Frank Turner was captain of the British Gymnastic Team, 1948.
Over the summer we were fortunate enough to interview two celebrated gymnasts who competed in the 1948 Olympic Games.
It was an enlightening and unforgettable experience and showed us what life, London and the Olympics were really like last time around.
Sadly, not long after we met, Frank Turner passed away on 27 September 2010 after a lengthy battle with cancer.
The 88-year-old competed in three Olympic Games and was captain of the British Gymnastics team in 1948.
It was through gymnastics that Frank met his lifelong friend and fellow Londoner George Weedon.
George competed alongside Frank in both the London Olympic Games and in Helsinki 1952.
You can hear more about Frank Turner on the 'Towards 2012' show with Emma Jones on BBC London 94.9FM on Sunday 28 November at 1400.

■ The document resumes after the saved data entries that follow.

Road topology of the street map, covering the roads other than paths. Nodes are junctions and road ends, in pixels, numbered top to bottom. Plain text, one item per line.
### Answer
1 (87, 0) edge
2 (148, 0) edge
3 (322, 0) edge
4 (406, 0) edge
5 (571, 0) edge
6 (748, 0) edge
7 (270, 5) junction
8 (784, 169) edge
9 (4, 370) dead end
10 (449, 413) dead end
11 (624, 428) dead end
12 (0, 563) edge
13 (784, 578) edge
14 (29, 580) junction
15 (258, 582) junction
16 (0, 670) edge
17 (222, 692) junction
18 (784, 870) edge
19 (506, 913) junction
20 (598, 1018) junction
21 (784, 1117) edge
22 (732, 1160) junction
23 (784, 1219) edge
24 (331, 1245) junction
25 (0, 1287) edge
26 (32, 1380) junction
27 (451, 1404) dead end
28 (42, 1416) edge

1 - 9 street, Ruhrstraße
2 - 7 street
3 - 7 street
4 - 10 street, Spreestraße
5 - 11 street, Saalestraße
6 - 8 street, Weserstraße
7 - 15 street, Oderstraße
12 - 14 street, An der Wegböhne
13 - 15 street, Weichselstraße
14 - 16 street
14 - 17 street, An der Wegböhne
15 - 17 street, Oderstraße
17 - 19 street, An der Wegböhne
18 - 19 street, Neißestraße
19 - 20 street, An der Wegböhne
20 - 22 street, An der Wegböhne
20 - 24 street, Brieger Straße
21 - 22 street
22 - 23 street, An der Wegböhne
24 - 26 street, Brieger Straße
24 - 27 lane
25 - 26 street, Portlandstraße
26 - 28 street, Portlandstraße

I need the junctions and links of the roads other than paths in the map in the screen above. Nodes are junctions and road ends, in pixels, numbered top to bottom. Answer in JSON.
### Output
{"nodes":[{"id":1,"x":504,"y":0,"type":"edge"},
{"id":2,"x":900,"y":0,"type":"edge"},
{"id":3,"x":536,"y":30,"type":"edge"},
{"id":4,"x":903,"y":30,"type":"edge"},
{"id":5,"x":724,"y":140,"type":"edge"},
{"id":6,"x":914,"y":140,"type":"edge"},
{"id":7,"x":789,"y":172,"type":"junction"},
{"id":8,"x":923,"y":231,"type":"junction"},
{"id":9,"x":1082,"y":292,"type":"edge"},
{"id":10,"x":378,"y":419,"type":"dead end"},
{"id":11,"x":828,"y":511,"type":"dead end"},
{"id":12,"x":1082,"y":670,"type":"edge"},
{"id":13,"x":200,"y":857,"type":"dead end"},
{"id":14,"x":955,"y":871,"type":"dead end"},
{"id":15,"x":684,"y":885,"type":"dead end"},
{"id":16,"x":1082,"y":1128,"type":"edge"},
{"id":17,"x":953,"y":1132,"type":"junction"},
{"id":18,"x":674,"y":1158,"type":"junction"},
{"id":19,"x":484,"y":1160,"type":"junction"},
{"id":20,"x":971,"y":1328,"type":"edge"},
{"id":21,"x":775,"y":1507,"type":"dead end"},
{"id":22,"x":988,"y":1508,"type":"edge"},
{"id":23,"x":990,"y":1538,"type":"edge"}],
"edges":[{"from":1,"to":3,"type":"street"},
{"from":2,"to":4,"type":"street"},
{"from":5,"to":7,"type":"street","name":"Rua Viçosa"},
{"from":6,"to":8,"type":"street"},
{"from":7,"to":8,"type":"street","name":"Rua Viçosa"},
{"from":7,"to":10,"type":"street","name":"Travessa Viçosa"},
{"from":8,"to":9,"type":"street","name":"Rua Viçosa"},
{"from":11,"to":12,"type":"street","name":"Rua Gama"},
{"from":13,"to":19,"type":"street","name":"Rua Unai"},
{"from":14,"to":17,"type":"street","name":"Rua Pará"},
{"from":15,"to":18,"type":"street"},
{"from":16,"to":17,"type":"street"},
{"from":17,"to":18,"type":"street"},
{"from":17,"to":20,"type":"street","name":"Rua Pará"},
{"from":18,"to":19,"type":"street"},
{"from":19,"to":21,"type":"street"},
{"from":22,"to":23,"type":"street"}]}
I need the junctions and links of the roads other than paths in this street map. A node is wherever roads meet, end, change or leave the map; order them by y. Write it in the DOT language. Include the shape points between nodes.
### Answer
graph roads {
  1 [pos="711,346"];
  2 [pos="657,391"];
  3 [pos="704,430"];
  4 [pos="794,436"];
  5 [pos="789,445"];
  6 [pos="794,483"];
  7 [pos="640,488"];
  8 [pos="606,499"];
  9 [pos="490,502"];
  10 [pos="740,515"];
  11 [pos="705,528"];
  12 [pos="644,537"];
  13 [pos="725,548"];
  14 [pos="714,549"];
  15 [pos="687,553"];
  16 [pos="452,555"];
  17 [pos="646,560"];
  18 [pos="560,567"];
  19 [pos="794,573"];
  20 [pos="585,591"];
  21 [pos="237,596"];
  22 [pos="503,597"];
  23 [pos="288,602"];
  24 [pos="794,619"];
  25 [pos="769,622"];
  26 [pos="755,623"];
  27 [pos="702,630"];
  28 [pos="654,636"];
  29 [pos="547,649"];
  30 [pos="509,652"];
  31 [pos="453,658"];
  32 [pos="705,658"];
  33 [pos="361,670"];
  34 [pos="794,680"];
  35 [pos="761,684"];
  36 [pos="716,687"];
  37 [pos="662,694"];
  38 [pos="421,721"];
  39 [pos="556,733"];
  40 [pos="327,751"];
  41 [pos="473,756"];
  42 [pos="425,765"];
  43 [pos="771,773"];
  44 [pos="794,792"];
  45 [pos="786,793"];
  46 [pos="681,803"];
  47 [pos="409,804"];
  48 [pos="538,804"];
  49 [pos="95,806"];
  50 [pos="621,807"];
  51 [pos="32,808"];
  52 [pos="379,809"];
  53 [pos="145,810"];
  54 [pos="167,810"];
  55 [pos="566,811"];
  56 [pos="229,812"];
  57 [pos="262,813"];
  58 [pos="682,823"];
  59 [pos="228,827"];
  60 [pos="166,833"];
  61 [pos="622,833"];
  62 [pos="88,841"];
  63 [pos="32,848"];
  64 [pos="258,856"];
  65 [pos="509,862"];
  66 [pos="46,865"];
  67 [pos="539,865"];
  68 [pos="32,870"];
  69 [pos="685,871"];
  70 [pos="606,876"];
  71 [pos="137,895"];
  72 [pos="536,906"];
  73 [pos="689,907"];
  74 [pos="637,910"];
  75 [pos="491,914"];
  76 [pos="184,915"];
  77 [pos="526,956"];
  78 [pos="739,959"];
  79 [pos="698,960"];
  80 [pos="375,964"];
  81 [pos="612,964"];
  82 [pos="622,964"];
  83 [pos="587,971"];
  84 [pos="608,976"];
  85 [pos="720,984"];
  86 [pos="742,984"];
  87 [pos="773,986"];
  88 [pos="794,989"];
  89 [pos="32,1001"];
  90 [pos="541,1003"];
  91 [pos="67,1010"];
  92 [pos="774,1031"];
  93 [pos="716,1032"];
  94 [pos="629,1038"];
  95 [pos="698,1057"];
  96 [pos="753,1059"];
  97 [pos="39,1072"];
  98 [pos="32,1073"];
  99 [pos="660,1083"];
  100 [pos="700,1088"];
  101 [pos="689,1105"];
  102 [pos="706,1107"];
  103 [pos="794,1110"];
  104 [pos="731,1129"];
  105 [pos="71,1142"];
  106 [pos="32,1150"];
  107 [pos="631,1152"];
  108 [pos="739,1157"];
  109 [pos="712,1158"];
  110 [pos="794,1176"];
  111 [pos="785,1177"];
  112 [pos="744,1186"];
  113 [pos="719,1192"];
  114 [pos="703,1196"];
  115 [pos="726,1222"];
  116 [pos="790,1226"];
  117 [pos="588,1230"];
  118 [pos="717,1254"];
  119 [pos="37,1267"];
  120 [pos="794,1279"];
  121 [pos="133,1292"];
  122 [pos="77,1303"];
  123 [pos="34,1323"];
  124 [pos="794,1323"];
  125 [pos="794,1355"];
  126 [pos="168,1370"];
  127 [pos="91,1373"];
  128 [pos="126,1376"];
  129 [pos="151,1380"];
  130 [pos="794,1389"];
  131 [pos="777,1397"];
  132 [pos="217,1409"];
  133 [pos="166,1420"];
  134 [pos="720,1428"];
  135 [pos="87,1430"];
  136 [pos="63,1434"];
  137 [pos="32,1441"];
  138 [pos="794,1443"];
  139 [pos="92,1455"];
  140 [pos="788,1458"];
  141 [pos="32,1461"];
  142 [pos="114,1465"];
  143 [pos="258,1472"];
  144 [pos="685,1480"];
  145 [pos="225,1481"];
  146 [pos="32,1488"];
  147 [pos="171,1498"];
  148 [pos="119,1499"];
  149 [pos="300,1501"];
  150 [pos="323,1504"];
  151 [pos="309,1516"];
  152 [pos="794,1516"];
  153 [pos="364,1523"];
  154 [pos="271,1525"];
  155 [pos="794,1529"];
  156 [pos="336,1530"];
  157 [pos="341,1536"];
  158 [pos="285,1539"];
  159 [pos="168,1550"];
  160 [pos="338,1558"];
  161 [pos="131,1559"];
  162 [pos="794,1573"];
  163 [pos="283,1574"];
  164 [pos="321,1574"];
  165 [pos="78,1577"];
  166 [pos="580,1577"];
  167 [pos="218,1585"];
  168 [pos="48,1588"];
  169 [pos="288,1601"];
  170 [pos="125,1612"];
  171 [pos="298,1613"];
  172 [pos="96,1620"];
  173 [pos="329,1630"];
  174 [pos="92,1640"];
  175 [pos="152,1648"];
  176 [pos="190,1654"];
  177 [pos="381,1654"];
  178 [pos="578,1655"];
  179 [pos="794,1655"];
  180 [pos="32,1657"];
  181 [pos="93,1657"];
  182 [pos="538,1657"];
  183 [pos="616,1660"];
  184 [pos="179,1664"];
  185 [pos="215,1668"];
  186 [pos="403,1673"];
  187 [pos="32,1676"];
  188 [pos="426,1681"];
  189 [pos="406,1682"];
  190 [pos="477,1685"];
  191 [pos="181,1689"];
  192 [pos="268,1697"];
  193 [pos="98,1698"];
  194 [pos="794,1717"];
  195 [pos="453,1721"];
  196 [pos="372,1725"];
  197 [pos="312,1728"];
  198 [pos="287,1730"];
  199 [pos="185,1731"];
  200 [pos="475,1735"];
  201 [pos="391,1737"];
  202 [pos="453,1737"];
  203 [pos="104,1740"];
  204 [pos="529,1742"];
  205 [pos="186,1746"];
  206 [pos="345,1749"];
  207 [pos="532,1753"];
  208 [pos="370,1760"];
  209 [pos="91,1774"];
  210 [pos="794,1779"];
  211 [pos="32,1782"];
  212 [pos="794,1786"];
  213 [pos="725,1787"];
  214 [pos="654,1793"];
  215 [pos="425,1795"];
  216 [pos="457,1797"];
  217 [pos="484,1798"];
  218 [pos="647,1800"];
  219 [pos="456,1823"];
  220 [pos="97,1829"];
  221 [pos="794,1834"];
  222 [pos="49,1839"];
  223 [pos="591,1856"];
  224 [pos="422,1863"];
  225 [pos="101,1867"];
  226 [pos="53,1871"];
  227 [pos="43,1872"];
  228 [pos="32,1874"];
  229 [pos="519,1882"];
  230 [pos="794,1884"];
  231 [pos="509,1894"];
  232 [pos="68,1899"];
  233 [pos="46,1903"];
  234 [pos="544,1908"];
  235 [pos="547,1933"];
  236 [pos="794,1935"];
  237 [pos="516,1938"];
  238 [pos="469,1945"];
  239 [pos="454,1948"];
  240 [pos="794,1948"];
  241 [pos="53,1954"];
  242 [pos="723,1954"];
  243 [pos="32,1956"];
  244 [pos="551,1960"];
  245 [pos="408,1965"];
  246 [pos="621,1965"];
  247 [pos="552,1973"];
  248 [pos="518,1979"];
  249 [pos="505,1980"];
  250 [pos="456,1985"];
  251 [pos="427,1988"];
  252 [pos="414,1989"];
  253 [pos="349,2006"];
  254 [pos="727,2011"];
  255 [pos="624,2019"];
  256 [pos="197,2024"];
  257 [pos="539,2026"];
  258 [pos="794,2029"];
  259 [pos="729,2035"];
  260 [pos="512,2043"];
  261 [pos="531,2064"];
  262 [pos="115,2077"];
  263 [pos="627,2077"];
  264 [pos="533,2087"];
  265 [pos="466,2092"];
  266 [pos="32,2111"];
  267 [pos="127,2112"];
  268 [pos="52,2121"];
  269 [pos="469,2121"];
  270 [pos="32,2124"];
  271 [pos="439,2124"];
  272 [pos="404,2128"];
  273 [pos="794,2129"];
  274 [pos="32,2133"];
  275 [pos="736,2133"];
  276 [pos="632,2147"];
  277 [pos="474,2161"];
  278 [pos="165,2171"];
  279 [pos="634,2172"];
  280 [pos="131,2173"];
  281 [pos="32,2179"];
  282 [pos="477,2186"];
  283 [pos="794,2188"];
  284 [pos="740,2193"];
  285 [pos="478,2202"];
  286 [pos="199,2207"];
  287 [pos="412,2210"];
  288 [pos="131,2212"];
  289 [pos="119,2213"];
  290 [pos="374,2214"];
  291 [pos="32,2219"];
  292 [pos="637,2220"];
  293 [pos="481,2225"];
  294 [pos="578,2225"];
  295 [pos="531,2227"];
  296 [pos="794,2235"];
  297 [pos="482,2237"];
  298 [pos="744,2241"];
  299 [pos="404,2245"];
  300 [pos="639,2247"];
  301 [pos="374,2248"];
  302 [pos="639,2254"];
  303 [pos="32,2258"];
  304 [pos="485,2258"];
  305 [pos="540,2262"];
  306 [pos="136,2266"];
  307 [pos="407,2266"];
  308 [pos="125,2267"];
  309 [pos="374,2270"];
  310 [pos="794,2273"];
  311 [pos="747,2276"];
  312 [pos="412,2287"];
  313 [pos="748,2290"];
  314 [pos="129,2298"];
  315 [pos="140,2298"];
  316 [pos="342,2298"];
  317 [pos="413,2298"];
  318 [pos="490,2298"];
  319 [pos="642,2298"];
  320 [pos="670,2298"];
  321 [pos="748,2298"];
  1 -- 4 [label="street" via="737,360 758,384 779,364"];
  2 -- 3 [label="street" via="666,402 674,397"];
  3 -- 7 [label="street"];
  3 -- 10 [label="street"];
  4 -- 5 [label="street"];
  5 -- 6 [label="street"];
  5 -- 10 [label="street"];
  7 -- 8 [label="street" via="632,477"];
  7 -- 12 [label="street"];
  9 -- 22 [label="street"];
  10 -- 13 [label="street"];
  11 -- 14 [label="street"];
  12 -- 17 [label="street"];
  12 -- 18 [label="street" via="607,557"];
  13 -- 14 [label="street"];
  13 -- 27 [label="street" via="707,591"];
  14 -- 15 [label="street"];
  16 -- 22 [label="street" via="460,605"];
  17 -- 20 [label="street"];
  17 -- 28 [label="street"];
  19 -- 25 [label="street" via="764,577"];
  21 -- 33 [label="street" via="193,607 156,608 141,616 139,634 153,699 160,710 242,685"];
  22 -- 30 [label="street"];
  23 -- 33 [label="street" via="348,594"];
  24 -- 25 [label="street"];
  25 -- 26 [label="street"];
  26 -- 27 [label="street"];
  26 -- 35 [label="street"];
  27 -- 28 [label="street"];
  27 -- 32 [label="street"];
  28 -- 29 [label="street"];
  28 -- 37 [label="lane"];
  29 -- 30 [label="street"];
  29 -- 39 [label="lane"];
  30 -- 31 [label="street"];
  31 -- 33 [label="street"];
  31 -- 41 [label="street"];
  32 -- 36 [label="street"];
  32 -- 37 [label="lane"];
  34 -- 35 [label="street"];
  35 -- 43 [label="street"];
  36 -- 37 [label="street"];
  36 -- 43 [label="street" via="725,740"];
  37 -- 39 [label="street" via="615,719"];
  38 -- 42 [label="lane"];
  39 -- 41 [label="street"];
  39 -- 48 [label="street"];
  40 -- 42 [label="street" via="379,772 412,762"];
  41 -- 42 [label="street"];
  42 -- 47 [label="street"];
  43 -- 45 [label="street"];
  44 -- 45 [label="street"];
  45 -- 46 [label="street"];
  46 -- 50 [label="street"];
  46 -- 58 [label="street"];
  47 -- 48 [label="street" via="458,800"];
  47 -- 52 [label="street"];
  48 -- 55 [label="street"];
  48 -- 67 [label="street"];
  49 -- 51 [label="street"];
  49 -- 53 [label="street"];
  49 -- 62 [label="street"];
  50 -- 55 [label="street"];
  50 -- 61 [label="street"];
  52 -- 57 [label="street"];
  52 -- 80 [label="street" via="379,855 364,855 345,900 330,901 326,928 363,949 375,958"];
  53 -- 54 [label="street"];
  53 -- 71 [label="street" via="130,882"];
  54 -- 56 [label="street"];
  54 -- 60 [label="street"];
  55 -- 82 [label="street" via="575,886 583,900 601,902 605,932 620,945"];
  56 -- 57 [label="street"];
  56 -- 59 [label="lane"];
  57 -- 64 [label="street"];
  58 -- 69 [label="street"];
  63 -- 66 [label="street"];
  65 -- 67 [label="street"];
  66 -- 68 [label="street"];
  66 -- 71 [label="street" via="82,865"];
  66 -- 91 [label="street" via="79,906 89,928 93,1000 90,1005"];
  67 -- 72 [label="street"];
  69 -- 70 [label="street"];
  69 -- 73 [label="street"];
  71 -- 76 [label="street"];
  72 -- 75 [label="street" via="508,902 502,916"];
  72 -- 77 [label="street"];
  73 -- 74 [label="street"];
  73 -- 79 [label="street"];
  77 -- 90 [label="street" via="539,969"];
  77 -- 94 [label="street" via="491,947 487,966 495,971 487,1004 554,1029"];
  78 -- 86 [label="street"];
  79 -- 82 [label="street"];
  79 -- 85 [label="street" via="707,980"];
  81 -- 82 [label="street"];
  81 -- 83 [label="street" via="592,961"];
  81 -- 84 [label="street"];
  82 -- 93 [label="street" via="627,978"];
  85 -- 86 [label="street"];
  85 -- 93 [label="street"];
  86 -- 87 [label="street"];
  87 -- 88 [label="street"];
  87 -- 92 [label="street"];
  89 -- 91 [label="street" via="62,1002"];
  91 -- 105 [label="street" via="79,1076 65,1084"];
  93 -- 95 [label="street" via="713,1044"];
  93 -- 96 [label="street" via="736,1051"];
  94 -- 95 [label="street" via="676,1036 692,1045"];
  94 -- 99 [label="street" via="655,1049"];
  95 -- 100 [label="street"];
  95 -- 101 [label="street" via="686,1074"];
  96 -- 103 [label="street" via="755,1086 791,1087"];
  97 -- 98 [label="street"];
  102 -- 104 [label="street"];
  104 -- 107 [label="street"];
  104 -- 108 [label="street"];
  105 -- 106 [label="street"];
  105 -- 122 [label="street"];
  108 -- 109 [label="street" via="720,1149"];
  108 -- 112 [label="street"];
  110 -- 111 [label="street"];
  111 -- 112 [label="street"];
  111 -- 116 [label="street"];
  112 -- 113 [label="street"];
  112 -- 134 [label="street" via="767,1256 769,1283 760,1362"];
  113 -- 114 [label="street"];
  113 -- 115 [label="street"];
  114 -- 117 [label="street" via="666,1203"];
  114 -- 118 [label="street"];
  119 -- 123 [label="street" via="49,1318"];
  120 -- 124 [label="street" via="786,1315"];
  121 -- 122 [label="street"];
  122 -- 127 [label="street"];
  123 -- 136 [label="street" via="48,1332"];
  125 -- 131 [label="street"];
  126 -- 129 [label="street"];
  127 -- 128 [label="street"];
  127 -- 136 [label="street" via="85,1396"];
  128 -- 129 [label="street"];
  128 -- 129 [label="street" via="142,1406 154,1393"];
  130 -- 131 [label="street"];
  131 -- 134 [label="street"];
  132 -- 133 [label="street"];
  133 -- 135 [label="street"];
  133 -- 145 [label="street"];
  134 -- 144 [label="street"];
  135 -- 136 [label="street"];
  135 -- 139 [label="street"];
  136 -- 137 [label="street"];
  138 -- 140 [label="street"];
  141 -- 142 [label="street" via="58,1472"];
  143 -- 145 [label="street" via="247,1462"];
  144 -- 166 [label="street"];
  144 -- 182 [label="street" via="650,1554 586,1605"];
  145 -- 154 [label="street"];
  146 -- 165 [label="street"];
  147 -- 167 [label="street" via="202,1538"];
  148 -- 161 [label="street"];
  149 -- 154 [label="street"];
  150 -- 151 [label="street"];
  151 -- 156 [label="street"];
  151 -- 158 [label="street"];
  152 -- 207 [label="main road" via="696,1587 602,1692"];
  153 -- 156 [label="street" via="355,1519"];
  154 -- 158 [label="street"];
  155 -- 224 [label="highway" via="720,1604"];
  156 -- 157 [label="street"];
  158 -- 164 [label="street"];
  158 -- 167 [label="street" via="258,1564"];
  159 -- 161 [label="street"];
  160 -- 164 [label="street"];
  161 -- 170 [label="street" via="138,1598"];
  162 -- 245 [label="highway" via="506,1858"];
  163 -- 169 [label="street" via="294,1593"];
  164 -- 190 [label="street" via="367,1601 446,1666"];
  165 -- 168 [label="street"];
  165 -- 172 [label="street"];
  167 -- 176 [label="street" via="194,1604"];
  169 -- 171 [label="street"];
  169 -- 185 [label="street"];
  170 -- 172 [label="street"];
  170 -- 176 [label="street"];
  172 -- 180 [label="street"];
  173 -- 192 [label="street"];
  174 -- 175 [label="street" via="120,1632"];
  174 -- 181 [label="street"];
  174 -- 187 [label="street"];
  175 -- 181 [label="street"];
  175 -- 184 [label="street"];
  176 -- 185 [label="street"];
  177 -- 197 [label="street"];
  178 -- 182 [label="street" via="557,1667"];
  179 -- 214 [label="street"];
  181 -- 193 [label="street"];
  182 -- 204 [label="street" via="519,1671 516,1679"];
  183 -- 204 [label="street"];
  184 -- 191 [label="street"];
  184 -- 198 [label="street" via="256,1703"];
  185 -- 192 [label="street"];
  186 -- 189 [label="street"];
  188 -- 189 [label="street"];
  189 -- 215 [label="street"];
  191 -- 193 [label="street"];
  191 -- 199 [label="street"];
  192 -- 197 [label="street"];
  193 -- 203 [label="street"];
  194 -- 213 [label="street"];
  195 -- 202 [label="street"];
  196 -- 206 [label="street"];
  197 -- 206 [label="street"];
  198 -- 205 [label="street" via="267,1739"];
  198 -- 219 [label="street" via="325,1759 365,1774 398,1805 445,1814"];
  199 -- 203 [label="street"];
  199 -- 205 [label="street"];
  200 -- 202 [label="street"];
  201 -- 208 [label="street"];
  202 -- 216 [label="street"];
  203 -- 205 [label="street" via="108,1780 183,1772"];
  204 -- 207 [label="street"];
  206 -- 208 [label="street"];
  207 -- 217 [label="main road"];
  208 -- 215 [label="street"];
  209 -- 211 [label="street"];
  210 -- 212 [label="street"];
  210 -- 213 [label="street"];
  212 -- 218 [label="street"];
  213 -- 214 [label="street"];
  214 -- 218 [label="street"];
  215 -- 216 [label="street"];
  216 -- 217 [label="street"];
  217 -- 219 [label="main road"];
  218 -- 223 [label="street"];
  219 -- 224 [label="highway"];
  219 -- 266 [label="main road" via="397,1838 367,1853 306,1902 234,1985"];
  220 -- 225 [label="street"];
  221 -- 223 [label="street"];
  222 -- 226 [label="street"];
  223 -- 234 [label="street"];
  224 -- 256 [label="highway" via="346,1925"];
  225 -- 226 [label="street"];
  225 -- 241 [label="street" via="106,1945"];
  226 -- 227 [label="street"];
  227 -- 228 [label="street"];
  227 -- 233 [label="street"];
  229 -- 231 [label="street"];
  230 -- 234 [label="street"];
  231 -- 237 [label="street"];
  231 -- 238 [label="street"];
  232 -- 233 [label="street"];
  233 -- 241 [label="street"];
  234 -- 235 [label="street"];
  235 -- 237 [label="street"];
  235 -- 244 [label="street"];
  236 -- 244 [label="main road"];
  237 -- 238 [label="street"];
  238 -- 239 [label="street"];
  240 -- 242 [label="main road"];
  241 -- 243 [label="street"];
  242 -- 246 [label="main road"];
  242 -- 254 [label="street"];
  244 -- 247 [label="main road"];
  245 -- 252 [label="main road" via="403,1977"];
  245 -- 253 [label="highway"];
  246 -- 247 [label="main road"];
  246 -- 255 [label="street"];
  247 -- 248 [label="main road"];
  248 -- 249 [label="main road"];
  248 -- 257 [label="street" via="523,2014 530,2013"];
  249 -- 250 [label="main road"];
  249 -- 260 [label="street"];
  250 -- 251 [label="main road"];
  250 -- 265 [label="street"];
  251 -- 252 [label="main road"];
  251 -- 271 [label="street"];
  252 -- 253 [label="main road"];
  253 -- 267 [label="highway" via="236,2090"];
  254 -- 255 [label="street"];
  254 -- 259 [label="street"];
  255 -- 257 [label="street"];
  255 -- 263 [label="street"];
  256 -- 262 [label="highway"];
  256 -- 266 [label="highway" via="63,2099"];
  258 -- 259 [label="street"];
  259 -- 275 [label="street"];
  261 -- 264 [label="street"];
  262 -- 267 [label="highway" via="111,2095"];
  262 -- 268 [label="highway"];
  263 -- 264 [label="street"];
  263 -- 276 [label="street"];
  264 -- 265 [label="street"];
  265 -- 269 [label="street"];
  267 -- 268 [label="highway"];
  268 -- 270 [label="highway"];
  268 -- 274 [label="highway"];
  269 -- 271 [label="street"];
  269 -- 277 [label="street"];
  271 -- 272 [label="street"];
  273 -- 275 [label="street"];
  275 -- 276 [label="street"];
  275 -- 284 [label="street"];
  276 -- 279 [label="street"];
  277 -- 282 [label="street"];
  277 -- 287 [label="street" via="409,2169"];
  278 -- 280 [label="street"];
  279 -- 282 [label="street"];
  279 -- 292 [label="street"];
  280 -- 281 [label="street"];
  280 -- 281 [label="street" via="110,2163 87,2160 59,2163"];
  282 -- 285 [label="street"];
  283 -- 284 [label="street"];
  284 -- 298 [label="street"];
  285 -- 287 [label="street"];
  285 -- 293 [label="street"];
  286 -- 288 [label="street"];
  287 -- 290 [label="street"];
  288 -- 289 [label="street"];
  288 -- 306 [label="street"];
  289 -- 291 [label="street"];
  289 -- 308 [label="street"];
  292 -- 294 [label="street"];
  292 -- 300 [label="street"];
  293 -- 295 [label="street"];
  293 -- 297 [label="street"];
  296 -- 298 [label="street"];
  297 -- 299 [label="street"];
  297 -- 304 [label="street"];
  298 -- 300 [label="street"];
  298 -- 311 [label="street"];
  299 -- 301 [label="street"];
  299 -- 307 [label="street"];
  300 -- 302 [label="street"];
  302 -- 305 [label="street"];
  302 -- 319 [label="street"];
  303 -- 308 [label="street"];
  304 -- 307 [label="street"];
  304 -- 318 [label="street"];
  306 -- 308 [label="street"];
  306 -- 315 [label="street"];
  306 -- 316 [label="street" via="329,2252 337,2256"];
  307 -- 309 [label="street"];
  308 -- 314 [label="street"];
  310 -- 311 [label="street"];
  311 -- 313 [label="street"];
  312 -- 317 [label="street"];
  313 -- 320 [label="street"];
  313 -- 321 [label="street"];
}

During World War II, London had been devastated by bombing - unemployment was high and clothing and petrol were still being rationed.
Talking to Frank and George gave us an insight into how much was achieved in very little time and with very little money.
George said: "The Olympics of '48 were done on a shoestring.
"No one else would have it; no one else could afford it. The '48 Games were very different from '52."
They would talk so vividly about their memories, it was as if it had only happened yesterday.
One thing stood out more than any other - the sense of pride and achievement they both felt about competing.
Frank told us: "It's too awesome to think, because you know you're there for your country and it's very emotional.
"It's overwhelming - you lose all sense of where you are."
"There's tears coming down your face... you look around you and you say 'what an organisation!"
Former Olympic gymnasts George Weedon
Whether recalling their outdoor training sessions or the friends they had made from around the world, George and Frank showed that the '48 Games were so much more than simply a sporting event.
Frank and George believed strongly in grassroots gymnastics - both went on to teach the sport to amateur groups.
It was during training for the 1948 Games that George met and began coaching an aspiring gymnast named Joan Airey - they would later marry.
"I thought 'bloody hell! She's a prospect!
"Long and short, I had to work with her and within a year I got her to the Olympics."
George's passion for sport was inherited by granddaughter Lindsay Weedon who is a British modern pentathlete.
Frank was a firm believer of the Olympic Creed - "it's not to have won but it's to have participated. That is the crux of world sportsmanship."
"They're our opponents when competing but our friends when not."
For such a successful athlete, Frank was a very charming and modest man preferring to use his trophies as paint pots rather than have them out on display.
George still keeps up his acrobatics to this day and believes strongly in passing on his skills and experiences to the next generation.
It was an honour and a privilege to hear Frank and George's experiences of the 1948 Olympics.
Come July 2012 the world's eyes will be in London.
However when the cauldron is lit to mark the start of the Olympic Games our thoughts will be with Frank Turner, a London gymnast who inspired a generation.